Oliver Anthony - Rich Men North of Richmond

Like a pre-trailer that plays before an actual movie trailer on social media, Anthony pulls the viewer in within seconds. If he turns into a one-hit wonder and never records again, people will remember the lines “I’ve been sellin’ my soul, workin’ all day / Overtime hours for bullshit pay.” Anyone can relate to that.

It’s a promising start, but the song quickly devolves. One reason that the song’s lyrics have been analyzed like Emily Dickinson in a freshman English class—is Anthony racist? Does he have class solidarity? Who has “total control?”—is that the song is almost all lyrics, with nothing for music save a spare acoustic guitar accompaniment. The video has a stark visual appeal, but listening to the song on Spotify, without Anthony’s beard, or dogs, or the woods, and he starts to sound like he’s reciting a list of things that are bothering him: miners, Jeffrey Epstein, fat people eating fudge rounds. It winds up feeling like a very online “We Didn’t Start the Fire.”

But people love “We Didn’t Start the Fire,” even if it sucks. Underneath the original YouTube video, an avalanche of comments offer up comments of thanks from Germany, England, Mexico, Newfoundland, Scotland, wherever, saying that Anthony is speaking for them. “I’m an electrician fighting like hell to keep the bills paid and this man is singing what my soul has been screaming,” says one, and if this song gets somebody through the trials of life, so be it.

Speaking about “The Night They Drove Old Dixie Down” on SiriusXM decades later, Robertson dodged the question of if it was, to quote Ta-Nehisi Coates, “another story about the blues of Pharaoh.” He was simply trying to write a song that Levon Helm could sing “better than anyone in the world,” a goal at which he succeeded at time and again. It’s unlikely that anyone in the world could have taken on the voice of Virgil Caine, who served on the Danville train.

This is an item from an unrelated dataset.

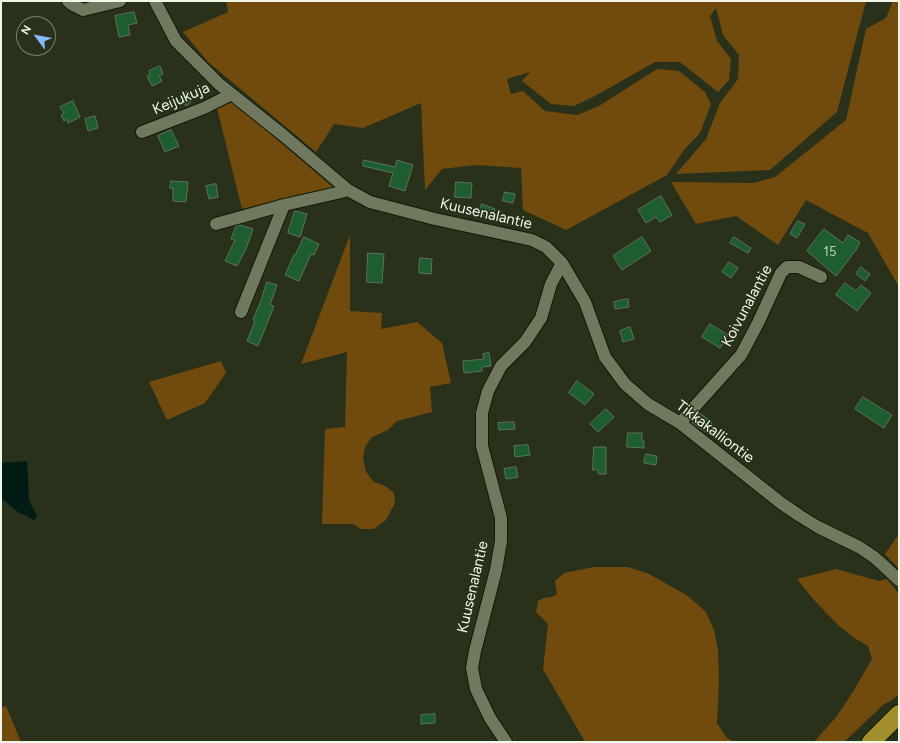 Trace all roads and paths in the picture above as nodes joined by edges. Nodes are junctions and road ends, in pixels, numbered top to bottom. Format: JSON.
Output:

Robertson had an undeniable ability to craft a scene with just a few words. “Virgil, quick, come see, there goes Robert E. Lee,” paints the traitor as a legend. Robertson hints that the Confederacy was failing—“I don’t care if the money’s no good,” and then, as Richmond falls, all the people were singing. Not the Confederates, not the Union soldiers, not the enslaved. All the people.

There can be problems with this sort of universality, but “The Night They Drove Old Dixie Down” is shooting for something so much larger than “Rich Men North of Richmond.” It focuses on the pain of loss, subtly recognizes the joy of liberation, and offers up a suggestion that the only reconciliation will be found in the shared experience of song.

Maybe Anthony will be a flash in the pan, maybe he’ll try to avoid the culture wars altogether, maybe he’ll figure out his politics more clearly. Whatever he does next, he’d be well-served looking to the epic scale that Roberston strove for with “The Night” and the rest of his remarkable catalog. The only way to understand America, Robertson argued with his songs, was through myth. That’s what lasts more than any viral hit.